Anna was then told  various stories of what other children have done to reduce headache.  These included an elevator metaphor ( "watching the numbers go down as the headache becomes less intense") and the story of the little girl “who didn’t like elevators who used a slide into a cool pool of water sometimes.”  She was instructed to practice twice daily, with the self-induction of  “imagining something fun,” and then reducing the intensity of the headache by using whatever images  came to her mind. Anna was asked to make a note on her calendar when she practiced.  She was also taught to use the Bioband peripheral temperature home device to monitor the hypnotically-amplified increase in blood flow to her extremities.

By the 4th visit one month later, she was remarkably improved; her headache ratings showed a 33% improvement over the visit two weeks earlier, both in pain intensity and in distress.  She reported practicing for 20-30 minutes per night, and was using a variety of hypnotic images to visualize pain reduction.  In a “waking suggestion” Dr. Kohen asked her to speculate about the future and when the next 1/3 improvement would occur and she said “two months”. 

At the 5th visit two months later,  Anna had shown no more improvement.  The session was audiotaped at her request.   She was asked to provide details about the imagery she was using to reduce headaches, and these details were integrated into a formal trance induction.  Direct suggestions were offered that she would begin “paying attention to the tension and how tension goes away and the way that you do that”, being pleasantly surprised at how good she was getting at this, and how effective she was becoming . Additional suggestions for “being proud of what you have done for yourself,” for “the gift of your own imagination” and “being the boss of how you feel.”

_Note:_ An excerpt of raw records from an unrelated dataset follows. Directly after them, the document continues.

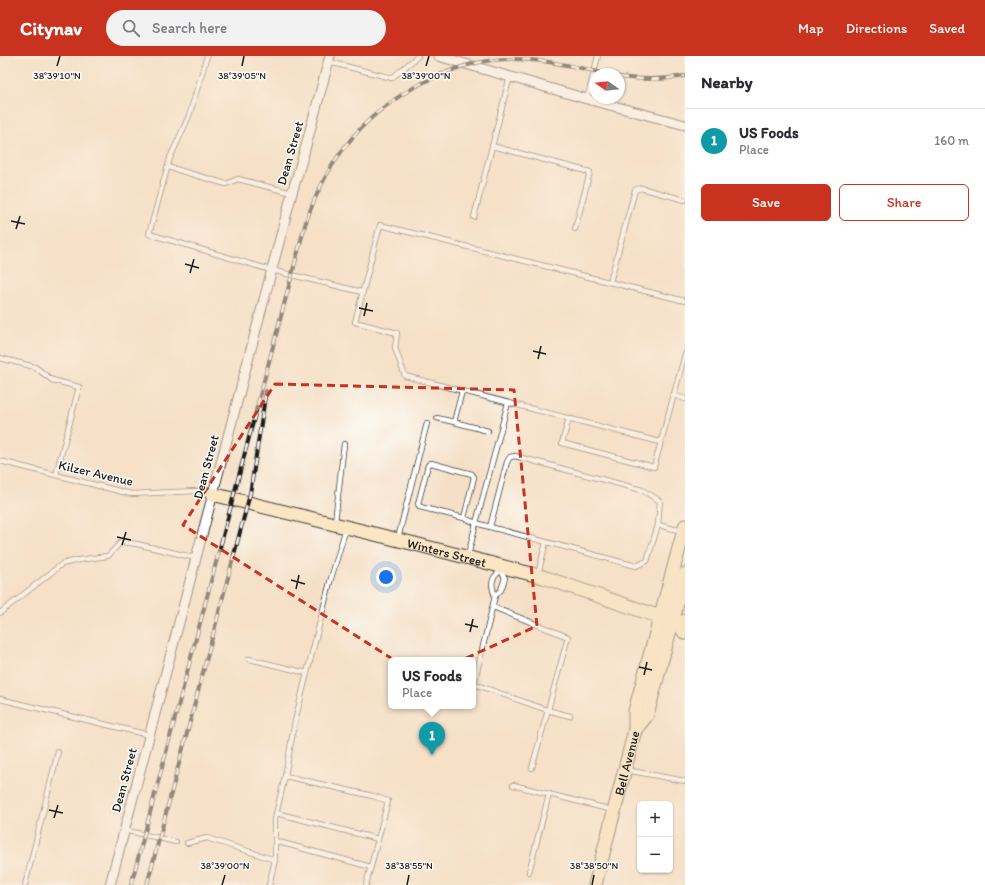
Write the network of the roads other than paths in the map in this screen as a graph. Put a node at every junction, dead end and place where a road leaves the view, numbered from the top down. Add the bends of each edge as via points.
1 (207, 56) edge
2 (418, 56) edge
3 (438, 56) edge
4 (598, 56) edge
5 (329, 59) edge
6 (510, 76) junction
7 (587, 99) junction
8 (685, 125) edge
9 (492, 146) junction
10 (168, 167) junction
11 (292, 193) junction
12 (685, 200) edge
13 (474, 217) dead end
14 (575, 229) dead end
15 (271, 270) junction
16 (610, 282) junction
17 (362, 292) junction
18 (685, 301) edge
19 (685, 354) edge
20 (0, 358) edge
21 (462, 391) junction
22 (673, 396) junction
23 (685, 399) edge
24 (508, 403) junction
25 (437, 418) dead end
26 (569, 418) junction
27 (454, 422) junction
28 (427, 423) dead end
29 (488, 431) dead end
30 (660, 442) junction
31 (344, 444) dead end
32 (0, 461) edge
33 (56, 475) junction
34 (212, 494) junction
35 (464, 518) junction
36 (476, 523) junction
37 (340, 525) junction
38 (658, 525) junction
39 (490, 527) junction
40 (684, 529) edge
41 (397, 539) junction
42 (546, 542) junction
43 (196, 558) junction
44 (467, 558) junction
45 (501, 569) junction
46 (685, 574) edge
47 (538, 576) junction
48 (495, 596) junction
49 (493, 607) junction
50 (0, 613) edge
51 (676, 623) edge
52 (250, 659) dead end
53 (307, 673) junction
54 (476, 676) edge
55 (476, 685) edge
56 (0, 699) edge
57 (547, 710) junction
58 (570, 716) dead end
59 (149, 735) junction
60 (58, 752) dead end
61 (532, 768) dead end
62 (625, 769) junction
63 (285, 776) junction
64 (685, 781) edge
65 (514, 785) dead end
66 (549, 794) junction
67 (614, 811) junction
68 (276, 813) junction
69 (124, 830) junction
70 (378, 839) junction
71 (275, 841) junction
72 (176, 842) dead end
73 (188, 842) dead end
74 (275, 860) junction
75 (371, 867) junction
76 (529, 872) dead end
77 (25, 885) edge
78 (110, 885) edge
79 (269, 885) edge
80 (366, 885) edge
81 (594, 885) edge

1 - 10 lane via 189,116
2 - 5 lane via 392,78
3 - 6 street
4 - 7 lane
5 - 11 street, Dean Street
6 - 7 street
6 - 9 lane
7 - 8 street
9 - 13 lane
9 - 14 lane via 590,172
10 - 11 lane via 226,184 238,179
10 - 15 lane via 149,234
11 - 15 street, Dean Street
12 - 16 lane via 641,188 635,190
15 - 17 lane
15 - 34 street, Dean Street
16 - 17 lane via 380,225
16 - 18 lane
17 - 21 lane via 355,322 398,334 395,348 405,376
19 - 22 lane
20 - 33 lane via 35,367 52,380 79,387
21 - 24 lane
21 - 27 lane
22 - 23 lane
22 - 30 lane
24 - 26 lane
24 - 36 lane
25 - 27 lane
26 - 30 lane
26 - 30 lane via 562,443 654,467
27 - 29 lane
28 - 41 lane
31 - 37 lane
32 - 33 lane, Kilzer Avenue
33 - 34 lane, Kilzer Avenue via 131,494 197,491
34 - 37 street, Winters Street
34 - 43 street, Dean Street
35 - 35 lane via 420,507 418,504 428,465 431,463 472,474 474,478
35 - 36 lane
36 - 39 lane
36 - 44 lane
37 - 41 street, Winters Street
37 - 53 lane via 330,582
38 - 39 lane via 660,501 642,490 515,456 510,457 507,462
38 - 40 lane
38 - 42 lane via 647,561 636,566
39 - 42 lane
40 - 51 street
41 - 44 street, Winters Street
42 - 47 lane
43 - 50 lane via 121,542 108,556 62,564
43 - 59 street, Dean Street
44 - 45 street, Winters Street
45 - 47 street, Winters Street
45 - 48 lane via 494,575 492,587
45 - 48 lane via 505,578 501,590
46 - 51 street
47 - 51 street, Winters Street
48 - 49 lane
49 - 54 lane
49 - 57 lane via 568,637
51 - 62 street, Bell Avenue via 635,712 635,730
52 - 53 lane
53 - 63 lane
55 - 57 lane
56 - 59 lane
57 - 58 lane
57 - 61 lane
59 - 69 street, Dean Street
60 - 77 lane
62 - 64 lane
62 - 67 street, Bell Avenue
63 - 68 lane
63 - 70 lane via 388,801
65 - 66 lane
66 - 67 lane
66 - 76 lane
67 - 81 street, Bell Avenue
68 - 70 lane
68 - 71 lane
69 - 72 lane
69 - 78 street, Dean Street
70 - 75 lane
71 - 74 lane
71 - 75 lane
73 - 74 lane via 207,838
74 - 79 lane
75 - 80 lane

The 6th visit took place about one month later, and the patient reported that she had had no headaches at all since the last visit (which had been at the two-month mark she had estimated to be headache free). She was taught to do rapid self-hypnosis as a “stress immunization” throughout the school day.

On the 7th visit 2.5 months later (12/99), she remained virtually headache free. The visit ended by asking Anna How will you know when it’s the right time to stop coming for appointments?”

At the 8th and final visit, the patient continued headache free.  When asked why she didn’t have any more headaches, she said matter-of-factly “because of self-hypnosis...I do it before I get a headache. . .I know when I’m gonna get one because I can feel it in the back of my eyes. . .”   She was educated about aura.  She reported that this aura occurs once a week, usually in the afternoon, but “I just do my self-hypnosis and it goes away. . .!”  She reported that she was using self-hypnosis, the Bioband device, and the audiotape intermittently (i.e., PRN.)  No further follow-up was scheduled.